What can be done? There is little agreement. Liberals have long maintained that single motherhood is the product of structural factors such as inequality and discrimination, while conservatives point the finger at a combination of feckless social policies and cultural lapses. The truth, as University of Virginia sociologist W. Bradford Wilcox and I show in our forthcoming book Soul Mates: Religion, Sex, Love, and Marriage among African Americans and Latinos, is somewhere in the middle.

Liberals and conservatives can agree that there is a yawning opportunity gap in the United States. A few basic steps that have bipartisan support could get us started on shoring up the tenuous economic foundations of working-class America, and thereby also shrink the success gap between married and single mothers. These include raising the earned-income tax credit, eliminating incarceration for most nonviolent crimes (particularly for low-level drug offenses), and increasing the availability of apprenticeship training (which is already common in Europe).

Cultural change is harder, but it can happen. Consider the success of campaigns against smoking, drunk driving, and teen pregnancy — for example, the National Campaign to Prevent Teenage and Unplanned Pregnancy.

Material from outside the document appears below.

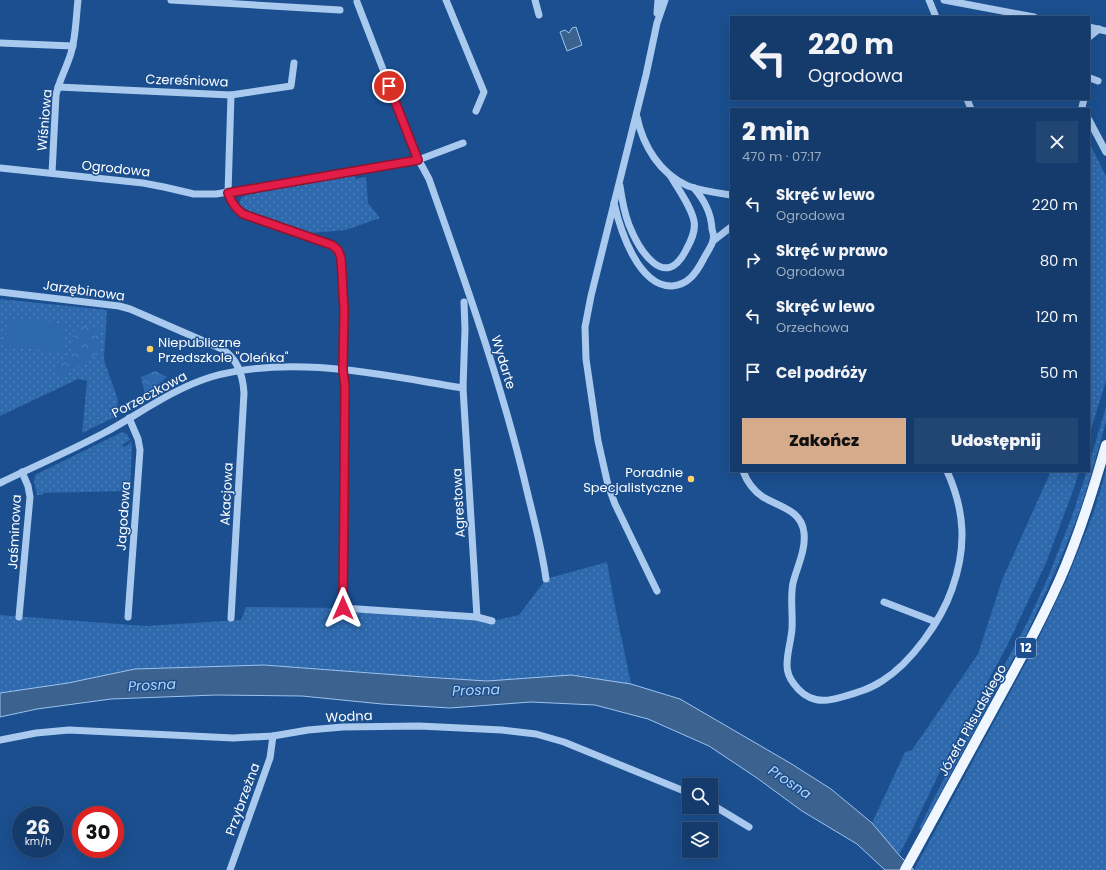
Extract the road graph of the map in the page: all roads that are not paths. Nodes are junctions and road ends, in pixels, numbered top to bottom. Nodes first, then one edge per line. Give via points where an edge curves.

It has worked with state and local organizations, advertising agencies, Hollywood producers, and religious institutions in its efforts to change norms and behaviors related to teen pregnancy, which (perhaps as a result) has fallen by more than 50 percent since the early 1990s.

A similar campaign organized around what Brookings Institution scholars Ron Haskins and Isabel Sawhill have called the “success sequence” — that is, pursuing education, work, marriage, and parenthood in that order — could also play a valuable role in reducing the number of women who give birth out of wedlock. As sociologists Kathryn Edin and Maria Kefales have shown in their magisterial book Promises I Can Keep, a complex set of factors lead women to put parenthood before marriage. But given the costs of single motherhood to government coffers and society more generally, the first steps described here could pay for themselves many times over in the years to come.

Modest declines in the divorce rate, coupled with the skyrocketing rate of premarital childbearing, have rewritten the demographics of single motherhood and confronted us with a new set of challenges. At least the first step is easy: We can be clear about the terms of the discussion. It no longer makes sense to lump together all single mothers when we know how different divorced mothers and women who give birth out of wedlock really are.

– Mr. Wolfinger is a professor of family and consumer studies at the University of Utah.